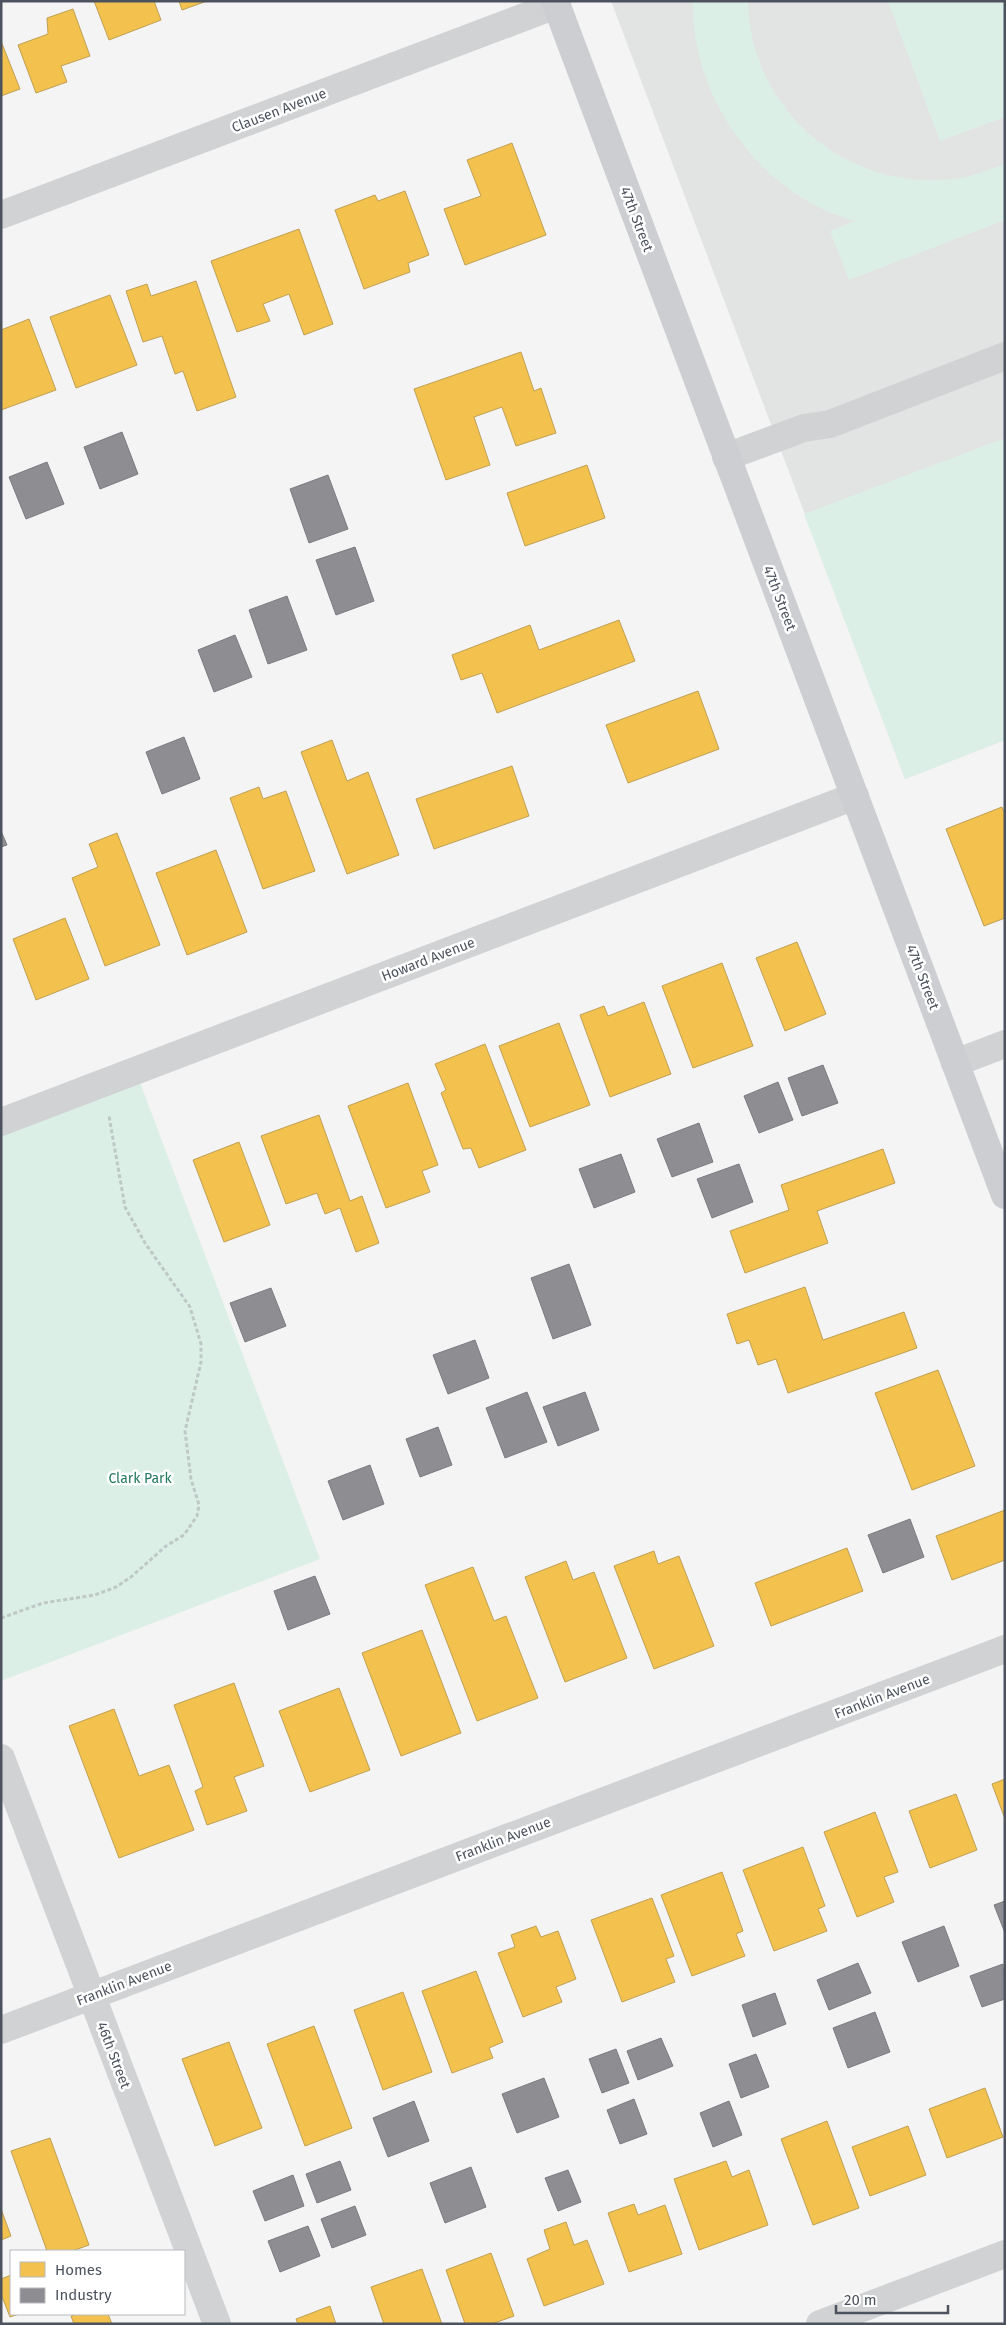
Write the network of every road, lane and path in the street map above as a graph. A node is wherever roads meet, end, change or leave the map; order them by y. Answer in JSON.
{"nodes":[{"id":1,"x":555,"y":3,"type":"edge"},
{"id":2,"x":1,"y":215,"type":"edge"},
{"id":3,"x":1005,"y":356,"type":"edge"},
{"id":4,"x":726,"y":457,"type":"junction"},
{"id":5,"x":855,"y":796,"type":"junction"},
{"id":6,"x":1005,"y":1044,"type":"edge"},
{"id":7,"x":955,"y":1063,"type":"junction"},
{"id":8,"x":104,"y":1083,"type":"junction"},
{"id":9,"x":1,"y":1122,"type":"edge"},
{"id":10,"x":1005,"y":1195,"type":"edge"},
{"id":11,"x":1,"y":1618,"type":"edge"},
{"id":12,"x":1005,"y":1649,"type":"edge"},
{"id":13,"x":1,"y":1758,"type":"edge"},
{"id":14,"x":91,"y":1996,"type":"junction"},
{"id":15,"x":1,"y":2030,"type":"edge"},
{"id":16,"x":1005,"y":2254,"type":"edge"},
{"id":17,"x":217,"y":2324,"type":"edge"},
{"id":18,"x":820,"y":2324,"type":"edge"}],
"edges":[{"from":1,"to":2,"type":"street","name":"Clausen Avenue"},
{"from":1,"to":4,"type":"main road","name":"47th Street"},
{"from":3,"to":4,"type":"street"},
{"from":4,"to":5,"type":"main road","name":"47th Street"},
{"from":5,"to":7,"type":"main road","name":"47th Street"},
{"from":5,"to":8,"type":"street","name":"Howard Avenue"},
{"from":6,"to":7,"type":"street"},
{"from":7,"to":10,"type":"main road","name":"47th Street"},
{"from":8,"to":9,"type":"street","name":"Howard Avenue"},
{"from":8,"to":11,"type":"path"},
{"from":12,"to":14,"type":"street","name":"Franklin Avenue"},
{"from":13,"to":14,"type":"street","name":"46th Street"},
{"from":14,"to":15,"type":"street","name":"Franklin Avenue"},
{"from":14,"to":17,"type":"street","name":"46th Street"},
{"from":16,"to":18,"type":"street"}]}
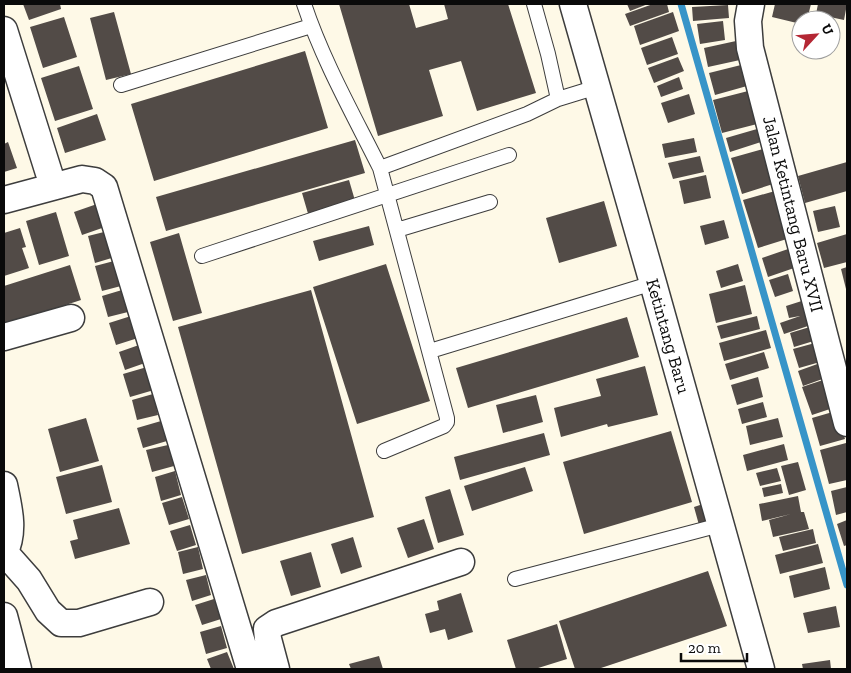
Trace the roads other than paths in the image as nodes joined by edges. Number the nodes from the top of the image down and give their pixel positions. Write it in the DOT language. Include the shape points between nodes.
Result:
graph roads {
  1 [pos="304,4"];
  2 [pos="534,4"];
  3 [pos="574,4"];
  4 [pos="751,4"];
  5 [pos="311,26"];
  6 [pos="4,30"];
  7 [pos="121,85"];
  8 [pos="597,88"];
  9 [pos="558,100"];
  10 [pos="509,155"];
  11 [pos="380,168"];
  12 [pos="53,186"];
  13 [pos="386,196"];
  14 [pos="4,200"];
  15 [pos="490,202"];
  16 [pos="397,230"];
  17 [pos="202,256"];
  18 [pos="653,283"];
  19 [pos="71,318"];
  20 [pos="4,337"];
  21 [pos="430,351"];
  22 [pos="847,423"];
  23 [pos="384,451"];
  24 [pos="4,486"];
  25 [pos="720,525"];
  26 [pos="4,553"];
  27 [pos="461,562"];
  28 [pos="514,579"];
  29 [pos="150,602"];
  30 [pos="4,616"];
  31 [pos="18,669"];
  32 [pos="250,669"];
  33 [pos="276,669"];
  34 [pos="760,669"];
  1 -- 5 [label="lane"];
  2 -- 9 [label="lane"];
  3 -- 8 [label="street, Ketintang Baru"];
  4 -- 22 [label="street, Jalan Ketintang Baru XVII" via="748,21 750,48"];
  5 -- 7 [label="lane"];
  5 -- 11 [label="lane"];
  6 -- 12 [label="street"];
  8 -- 9 [label="lane"];
  8 -- 18 [label="street, Ketintang Baru"];
  9 -- 11 [label="lane"];
  10 -- 13 [label="lane"];
  11 -- 13 [label="lane"];
  12 -- 14 [label="street"];
  12 -- 32 [label="street" via="82,179 95,181 104,188"];
  13 -- 16 [label="lane"];
  13 -- 17 [label="lane"];
  15 -- 16 [label="lane"];
  16 -- 21 [label="lane"];
  18 -- 21 [label="lane"];
  18 -- 25 [label="street, Ketintang Baru"];
  19 -- 20 [label="street"];
  21 -- 23 [label="lane" via="447,422"];
  24 -- 26 [label="street" via="11,517 10,536"];
  25 -- 28 [label="lane"];
  25 -- 34 [label="street, Ketintang Baru"];
  26 -- 29 [label="street" via="30,580 48,611 61,623 79,623"];
  27 -- 33 [label="street" via="276,623 267,629"];
  30 -- 31 [label="street"];
}
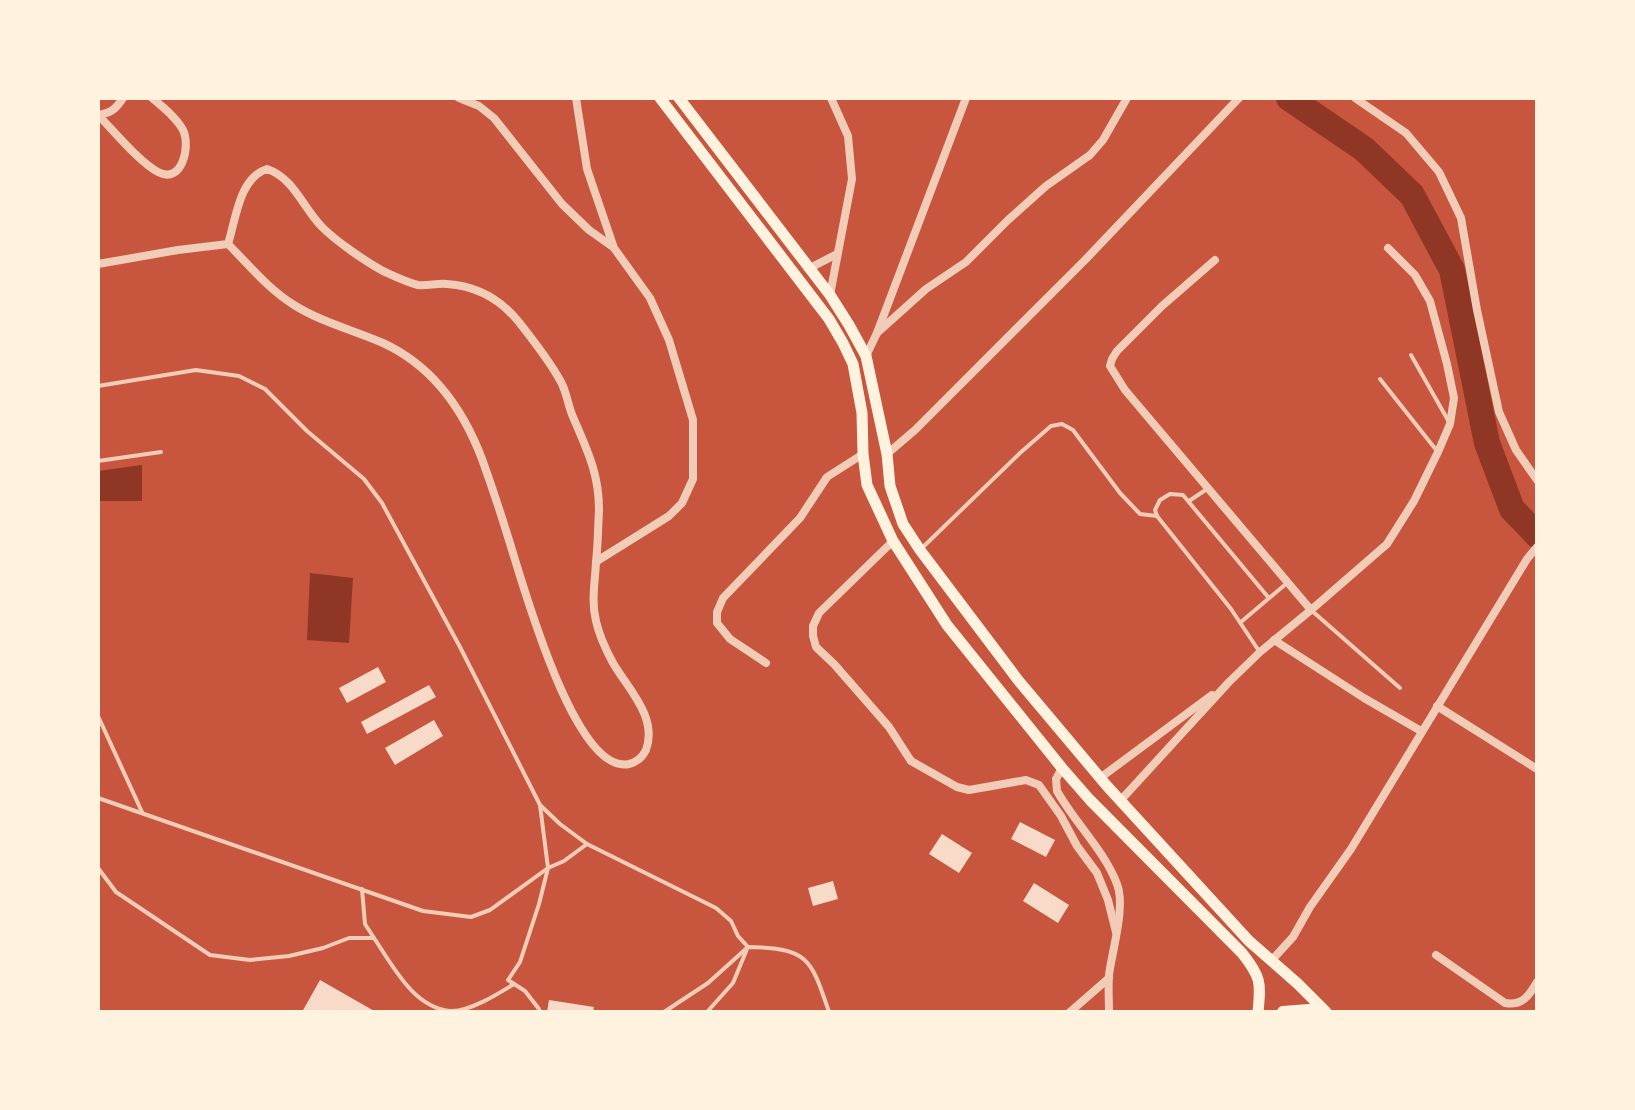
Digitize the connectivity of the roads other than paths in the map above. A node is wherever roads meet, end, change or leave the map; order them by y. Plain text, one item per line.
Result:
1 (123, 98) edge
2 (152, 98) edge
3 (459, 98) edge
4 (576, 98) edge
5 (660, 98) edge
6 (679, 98) edge
7 (831, 98) edge
8 (966, 98) edge
9 (1127, 98) edge
10 (1239, 98) edge
11 (1355, 98) edge
12 (98, 115) edge
13 (228, 244) junction
14 (614, 248) junction
15 (1388, 248) dead end
16 (837, 254) junction
17 (1215, 260) dead end
18 (98, 264) edge
19 (808, 269) junction
20 (830, 295) junction
21 (877, 333) junction
22 (1411, 355) dead end
23 (866, 356) junction
24 (1380, 379) dead end
25 (98, 386) edge
26 (1450, 424) junction
27 (161, 452) dead end
28 (1438, 452) junction
29 (863, 454) junction
30 (887, 454) junction
31 (98, 461) edge
32 (1537, 480) edge
33 (1207, 489) junction
34 (1189, 501) junction
35 (1157, 516) junction
36 (893, 541) junction
37 (1537, 547) edge
38 (920, 550) junction
39 (1527, 559) junction
40 (597, 561) junction
41 (1537, 566) edge
42 (1287, 583) junction
43 (1268, 597) junction
44 (1311, 610) junction
45 (1241, 622) junction
46 (1274, 640) junction
47 (1260, 652) junction
48 (766, 663) dead end
49 (1229, 682) junction
50 (1400, 688) dead end
51 (1437, 706) junction
52 (98, 716) edge
53 (1421, 731) junction
54 (1062, 768) junction
55 (1537, 769) edge
56 (1100, 778) junction
57 (98, 798) edge
58 (1120, 801) junction
59 (540, 805) junction
60 (143, 814) junction
61 (587, 844) junction
62 (98, 868) edge
63 (548, 868) junction
64 (362, 889) junction
65 (1116, 932) junction
66 (374, 938) junction
67 (748, 947) junction
68 (1436, 955) dead end
69 (1271, 961) junction
70 (1109, 978) junction
71 (1537, 982) edge
72 (514, 984) junction
73 (540, 1012) edge
74 (664, 1012) edge
75 (707, 1012) edge
76 (829, 1012) edge
77 (1070, 1012) edge
78 (1109, 1012) edge
79 (1258, 1012) edge
80 (1283, 1012) edge
81 (1323, 1012) edge

1 - 12 street
2 - 12 street
3 - 14 street
4 - 14 street
5 - 29 main road
6 - 19 main road
7 - 16 street
8 - 21 street
9 - 21 street
10 - 30 street
11 - 32 street
13 - 18 street
13 - 40 street
13 - 40 street
14 - 40 street
15 - 26 street
16 - 19 street
16 - 20 street
17 - 33 street
19 - 20 main road
20 - 23 main road
21 - 23 street
22 - 26 lane
23 - 30 main road
24 - 28 lane
25 - 59 lane
26 - 28 street
27 - 31 lane
28 - 44 street
29 - 36 main road
29 - 48 street
30 - 38 main road
33 - 34 lane
33 - 42 street
34 - 35 lane
34 - 43 lane
35 - 38 lane
35 - 45 lane
36 - 54 main road
36 - 65 street
37 - 39 street
38 - 56 main road
39 - 41 street
39 - 51 street
42 - 43 lane
42 - 44 street
43 - 45 lane
44 - 46 street
44 - 50 lane
45 - 47 lane
46 - 47 street
46 - 53 street
47 - 49 street
49 - 56 street
49 - 58 street
51 - 53 street
51 - 55 street
52 - 60 lane
53 - 69 street
54 - 65 street
54 - 79 main road
56 - 58 main road
57 - 60 lane
58 - 69 main road
59 - 61 lane
59 - 63 lane
60 - 64 lane
61 - 63 lane
61 - 67 lane
62 - 66 lane
63 - 64 lane
63 - 72 lane
64 - 66 lane
65 - 70 street
66 - 72 lane
67 - 74 lane
67 - 75 lane
67 - 76 lane
68 - 71 street
69 - 81 main road
70 - 77 street
70 - 78 street
72 - 73 lane
80 - 81 main road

━━━━━━━━━━━━━━━━━━━━

▶ **What is required**
Check each line of the entries for the string "change". Copy the lines that have it.

▶ **Solution to this exercise**
Write the network of every road, lane and path in the street map above as a graph. A node is wherever roads meet, end, change or leave the map; order them by y. Answer in JSON.
Digitize the connectivity of the roads other than paths in the map above. A node is wherever roads meet, end, change or leave the map; order them by y. Plain text, one item per line.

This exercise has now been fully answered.